**WHAT YOU ARE ASKED TO DO:** All lines in the material with the string "شارع" should be listed.

**MATERIAL TO PROCESS:**
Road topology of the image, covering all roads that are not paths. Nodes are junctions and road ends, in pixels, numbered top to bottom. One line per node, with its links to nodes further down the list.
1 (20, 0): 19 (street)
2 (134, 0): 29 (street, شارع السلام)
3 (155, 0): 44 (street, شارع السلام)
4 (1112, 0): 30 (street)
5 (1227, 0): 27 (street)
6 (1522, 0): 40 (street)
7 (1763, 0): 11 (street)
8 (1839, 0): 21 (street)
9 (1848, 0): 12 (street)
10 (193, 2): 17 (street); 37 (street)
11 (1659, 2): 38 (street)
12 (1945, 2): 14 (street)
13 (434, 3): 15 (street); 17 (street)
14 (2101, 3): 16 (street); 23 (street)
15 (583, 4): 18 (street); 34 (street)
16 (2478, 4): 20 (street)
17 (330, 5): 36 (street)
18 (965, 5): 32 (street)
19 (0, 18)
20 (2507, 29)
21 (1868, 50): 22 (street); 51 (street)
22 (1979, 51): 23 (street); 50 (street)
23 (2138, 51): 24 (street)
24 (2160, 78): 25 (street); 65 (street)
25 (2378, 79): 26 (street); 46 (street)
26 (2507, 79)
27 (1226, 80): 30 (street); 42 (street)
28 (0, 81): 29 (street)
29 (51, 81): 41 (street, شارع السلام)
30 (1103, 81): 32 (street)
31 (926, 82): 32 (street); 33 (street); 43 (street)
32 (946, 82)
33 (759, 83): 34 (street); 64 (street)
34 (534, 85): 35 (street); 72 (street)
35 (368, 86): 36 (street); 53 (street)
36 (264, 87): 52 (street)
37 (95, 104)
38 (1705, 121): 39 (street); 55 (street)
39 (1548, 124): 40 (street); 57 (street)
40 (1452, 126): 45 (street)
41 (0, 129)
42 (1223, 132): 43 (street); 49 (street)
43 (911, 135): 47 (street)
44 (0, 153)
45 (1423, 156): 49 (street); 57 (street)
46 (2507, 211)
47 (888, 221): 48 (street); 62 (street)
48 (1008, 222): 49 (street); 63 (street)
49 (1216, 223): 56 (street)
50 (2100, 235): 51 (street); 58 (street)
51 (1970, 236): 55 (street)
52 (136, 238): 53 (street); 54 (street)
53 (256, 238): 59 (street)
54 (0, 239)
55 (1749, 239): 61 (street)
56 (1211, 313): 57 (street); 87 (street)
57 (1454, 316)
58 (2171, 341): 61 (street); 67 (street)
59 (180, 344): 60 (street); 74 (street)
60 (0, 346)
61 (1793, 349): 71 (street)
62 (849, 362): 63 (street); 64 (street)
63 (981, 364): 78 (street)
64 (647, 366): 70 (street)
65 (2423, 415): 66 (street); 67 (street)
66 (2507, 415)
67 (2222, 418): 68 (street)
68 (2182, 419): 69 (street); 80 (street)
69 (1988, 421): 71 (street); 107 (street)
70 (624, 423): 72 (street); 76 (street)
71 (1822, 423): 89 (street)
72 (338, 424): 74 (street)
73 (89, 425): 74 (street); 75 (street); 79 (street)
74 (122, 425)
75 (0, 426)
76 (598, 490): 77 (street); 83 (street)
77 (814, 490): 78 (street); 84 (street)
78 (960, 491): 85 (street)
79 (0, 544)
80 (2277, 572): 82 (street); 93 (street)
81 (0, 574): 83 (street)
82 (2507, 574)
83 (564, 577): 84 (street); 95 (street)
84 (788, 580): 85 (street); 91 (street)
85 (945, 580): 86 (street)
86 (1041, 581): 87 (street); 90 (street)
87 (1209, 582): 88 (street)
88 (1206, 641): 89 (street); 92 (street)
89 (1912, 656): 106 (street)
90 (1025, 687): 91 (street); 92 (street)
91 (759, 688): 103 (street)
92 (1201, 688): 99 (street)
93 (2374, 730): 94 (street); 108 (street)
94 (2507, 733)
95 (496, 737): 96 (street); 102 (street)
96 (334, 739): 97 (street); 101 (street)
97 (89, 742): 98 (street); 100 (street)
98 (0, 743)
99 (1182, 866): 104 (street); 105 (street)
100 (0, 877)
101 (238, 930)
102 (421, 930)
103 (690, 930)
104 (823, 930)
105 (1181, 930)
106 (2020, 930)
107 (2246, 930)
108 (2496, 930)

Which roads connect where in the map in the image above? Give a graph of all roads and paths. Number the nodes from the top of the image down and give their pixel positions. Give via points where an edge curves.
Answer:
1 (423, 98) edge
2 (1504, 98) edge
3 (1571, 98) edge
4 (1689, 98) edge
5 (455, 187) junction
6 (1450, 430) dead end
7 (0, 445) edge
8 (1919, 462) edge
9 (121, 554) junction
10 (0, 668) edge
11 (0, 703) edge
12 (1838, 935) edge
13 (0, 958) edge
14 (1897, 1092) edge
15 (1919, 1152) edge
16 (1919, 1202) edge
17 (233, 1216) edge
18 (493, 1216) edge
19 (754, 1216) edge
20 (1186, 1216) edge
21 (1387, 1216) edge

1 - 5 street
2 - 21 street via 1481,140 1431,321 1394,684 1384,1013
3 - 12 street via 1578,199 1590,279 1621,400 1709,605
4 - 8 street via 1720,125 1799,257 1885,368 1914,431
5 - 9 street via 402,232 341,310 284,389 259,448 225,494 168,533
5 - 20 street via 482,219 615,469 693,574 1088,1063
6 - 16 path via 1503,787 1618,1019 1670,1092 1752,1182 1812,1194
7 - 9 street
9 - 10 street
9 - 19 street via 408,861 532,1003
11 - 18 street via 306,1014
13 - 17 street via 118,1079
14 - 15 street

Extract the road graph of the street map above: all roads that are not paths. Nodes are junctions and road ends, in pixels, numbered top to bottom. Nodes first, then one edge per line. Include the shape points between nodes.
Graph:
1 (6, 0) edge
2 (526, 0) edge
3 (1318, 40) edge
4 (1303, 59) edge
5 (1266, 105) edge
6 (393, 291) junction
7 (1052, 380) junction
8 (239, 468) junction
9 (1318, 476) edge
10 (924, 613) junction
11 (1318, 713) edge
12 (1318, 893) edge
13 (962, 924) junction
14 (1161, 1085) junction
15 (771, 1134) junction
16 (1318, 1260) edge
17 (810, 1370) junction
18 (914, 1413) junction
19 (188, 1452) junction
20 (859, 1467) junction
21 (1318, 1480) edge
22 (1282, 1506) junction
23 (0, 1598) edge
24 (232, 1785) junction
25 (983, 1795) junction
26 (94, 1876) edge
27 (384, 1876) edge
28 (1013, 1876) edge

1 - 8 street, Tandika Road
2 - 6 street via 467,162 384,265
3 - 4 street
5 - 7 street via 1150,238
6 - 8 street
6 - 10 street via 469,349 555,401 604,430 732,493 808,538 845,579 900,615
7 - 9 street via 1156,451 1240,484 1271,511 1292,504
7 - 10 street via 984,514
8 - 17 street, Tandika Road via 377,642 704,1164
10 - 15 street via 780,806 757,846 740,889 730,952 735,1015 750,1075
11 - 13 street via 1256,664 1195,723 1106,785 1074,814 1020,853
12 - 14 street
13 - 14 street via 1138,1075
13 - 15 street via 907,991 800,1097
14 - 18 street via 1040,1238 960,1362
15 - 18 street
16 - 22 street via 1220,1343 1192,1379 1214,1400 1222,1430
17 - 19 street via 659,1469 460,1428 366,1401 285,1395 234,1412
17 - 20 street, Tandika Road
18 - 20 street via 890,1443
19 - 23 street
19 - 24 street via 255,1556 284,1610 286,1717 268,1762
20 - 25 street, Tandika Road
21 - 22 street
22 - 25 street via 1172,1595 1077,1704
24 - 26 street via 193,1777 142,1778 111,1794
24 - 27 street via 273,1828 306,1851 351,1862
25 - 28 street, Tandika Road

**TASK SOLUTION:**
2 (134, 0): 29 (street, شارع السلام)
3 (155, 0): 44 (street, شارع السلام)
29 (51, 81): 41 (street, شارع السلام)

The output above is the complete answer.